**PROBLEM TO WORK ON:**
Copy, from the material below, each line that contains the word "other".
# # #
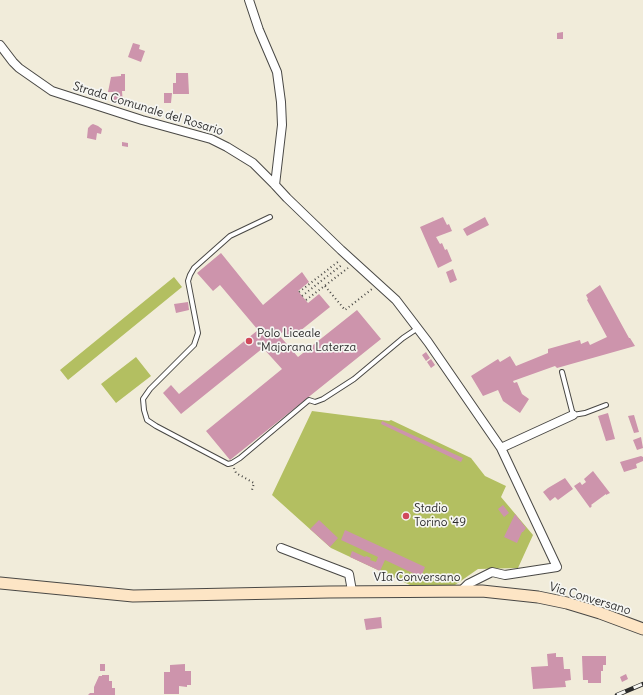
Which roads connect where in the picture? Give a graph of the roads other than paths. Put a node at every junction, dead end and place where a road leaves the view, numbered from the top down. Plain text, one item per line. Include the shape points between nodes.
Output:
1 (249, 0) edge
2 (0, 46) edge
3 (275, 185) junction
4 (270, 217) dead end
5 (418, 328) junction
6 (562, 372) dead end
7 (606, 405) dead end
8 (573, 415) junction
9 (501, 448) junction
10 (281, 548) dead end
11 (0, 584) edge
12 (352, 591) junction
13 (461, 591) junction
14 (505, 592) joint
15 (643, 629) edge

1 - 3 street via 277,72 282,102
2 - 3 street, Strada Comunale del Rosario via 19,68 52,91 211,139 253,164
3 - 5 street, Strada Comunale del Rosario via 396,300
4 - 5 lane via 230,236 194,268 188,281 198,333 194,345 150,388 143,400 147,420 228,464 232,463 309,400 315,402 322,399 354,379
5 - 9 street, Strada Comunale del Rosario
6 - 8 lane
7 - 8 lane
8 - 9 street
9 - 13 street, Strada Comunale del Rosario via 557,567 505,575 492,572 468,584
10 - 12 street via 349,574
11 - 12 main road, VIa Conversano via 133,596
12 - 13 main road, VIa Conversano
13 - 14 main road, VIa Conversano
14 - 15 main road, Via Conversano via 567,603

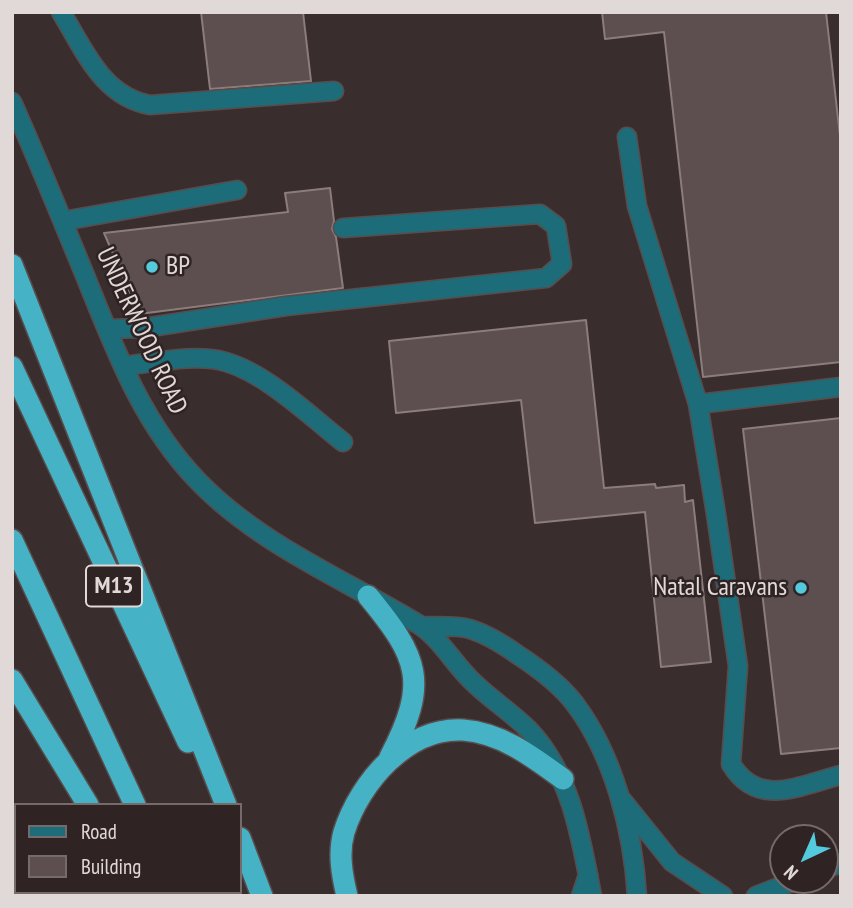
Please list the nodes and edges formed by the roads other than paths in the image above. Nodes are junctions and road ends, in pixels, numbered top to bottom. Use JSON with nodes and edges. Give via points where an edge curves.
{"nodes":[{"id":1,"x":61,"y":12,"type":"edge"},
{"id":2,"x":334,"y":91,"type":"dead end"},
{"id":3,"x":12,"y":102,"type":"edge"},
{"id":4,"x":627,"y":137,"type":"dead end"},
{"id":5,"x":237,"y":190,"type":"dead end"},
{"id":6,"x":63,"y":221,"type":"junction"},
{"id":7,"x":343,"y":228,"type":"dead end"},
{"id":8,"x":12,"y":265,"type":"edge"},
{"id":9,"x":107,"y":329,"type":"junction"},
{"id":10,"x":123,"y":366,"type":"junction"},
{"id":11,"x":12,"y":367,"type":"edge"},
{"id":12,"x":841,"y":387,"type":"edge"},
{"id":13,"x":698,"y":404,"type":"junction"},
{"id":14,"x":343,"y":442,"type":"dead end"},
{"id":15,"x":12,"y":540,"type":"edge"},
{"id":16,"x":368,"y":596,"type":"junction"},
{"id":17,"x":422,"y":626,"type":"junction"},
{"id":18,"x":12,"y":680,"type":"edge"},
{"id":19,"x":387,"y":763,"type":"junction"},
{"id":20,"x":841,"y":775,"type":"edge"},
{"id":21,"x":563,"y":779,"type":"junction"},
{"id":22,"x":617,"y":794,"type":"junction"},
{"id":23,"x":87,"y":803,"type":"edge"},
{"id":24,"x":134,"y":803,"type":"edge"},
{"id":25,"x":217,"y":803,"type":"edge"},
{"id":26,"x":225,"y":803,"type":"edge"},
{"id":27,"x":242,"y":843,"type":"edge"},
{"id":28,"x":242,"y":856,"type":"edge"},
{"id":29,"x":588,"y":875,"type":"junction"},
{"id":30,"x":262,"y":896,"type":"edge"},
{"id":31,"x":347,"y":896,"type":"edge"},
{"id":32,"x":581,"y":896,"type":"edge"},
{"id":33,"x":592,"y":896,"type":"edge"},
{"id":34,"x":637,"y":896,"type":"edge"},
{"id":35,"x":723,"y":896,"type":"edge"}],
"edges":[{"from":1,"to":2,"type":"street","via":[[106,83],[132,101],[150,105]]},
{"from":3,"to":6,"type":"street","name":"UNDERWOOD ROAD"},
{"from":4,"to":13,"type":"street","via":[[637,206]]},
{"from":5,"to":6,"type":"street"},
{"from":6,"to":9,"type":"street","name":"UNDERWOOD ROAD"},
{"from":7,"to":9,"type":"street","via":[[540,214],[556,226],[562,264],[546,278]]},
{"from":8,"to":26,"type":"highway"},
{"from":9,"to":10,"type":"street","name":"UNDERWOOD ROAD"},
{"from":10,"to":14,"type":"street","via":[[226,362],[272,386]]},
{"from":10,"to":16,"type":"street","name":"UNDERWOOD ROAD","via":[[146,416],[198,482],[293,554]]},
{"from":11,"to":25,"type":"highway","number":"M13"},
{"from":12,"to":13,"type":"street"},
{"from":13,"to":20,"type":"street","via":[[738,666],[731,764],[749,787],[764,792]]},
{"from":15,"to":24,"type":"highway","number":"M13"},
{"from":16,"to":17,"type":"street","name":"UNDERWOOD ROAD"},
{"from":16,"to":19,"type":"highway","via":[[404,641],[414,679],[410,710]]},
{"from":17,"to":21,"type":"street","name":"UNDERWOOD ROAD","via":[[471,680],[531,733]]},
{"from":17,"to":22,"type":"street","name":"UNDERWOOD ROAD","via":[[470,629],[542,671],[574,703],[602,750]]},
{"from":18,"to":23,"type":"highway"},
{"from":19,"to":21,"type":"highway","via":[[421,737],[460,730],[522,749]]},
{"from":19,"to":31,"type":"highway","via":[[354,809],[344,833],[341,852]]},
{"from":21,"to":29,"type":"street","name":"UNDERWOOD ROAD"},
{"from":22,"to":34,"type":"street","name":"UNDERWOOD ROAD","via":[[635,863]]},
{"from":22,"to":35,"type":"street","via":[[672,862]]},
{"from":27,"to":30,"type":"highway"},
{"from":28,"to":30,"type":"highway"},
{"from":29,"to":32,"type":"street"},
{"from":29,"to":33,"type":"street","name":"UNDERWOOD ROAD"}]}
# # #
**SOLUTION FOR THIS EXERCISE:**
Which roads connect where in the picture? Give a graph of the roads other than paths. Put a node at every junction, dead end and place where a road leaves the view, numbered from the top down. Plain text, one item per line. Include the shape points between nodes.
Please list the nodes and edges formed by the roads other than paths in the image above. Nodes are junctions and road ends, in pixels, numbered top to bottom. Use JSON with nodes and edges. Give via points where an edge curves.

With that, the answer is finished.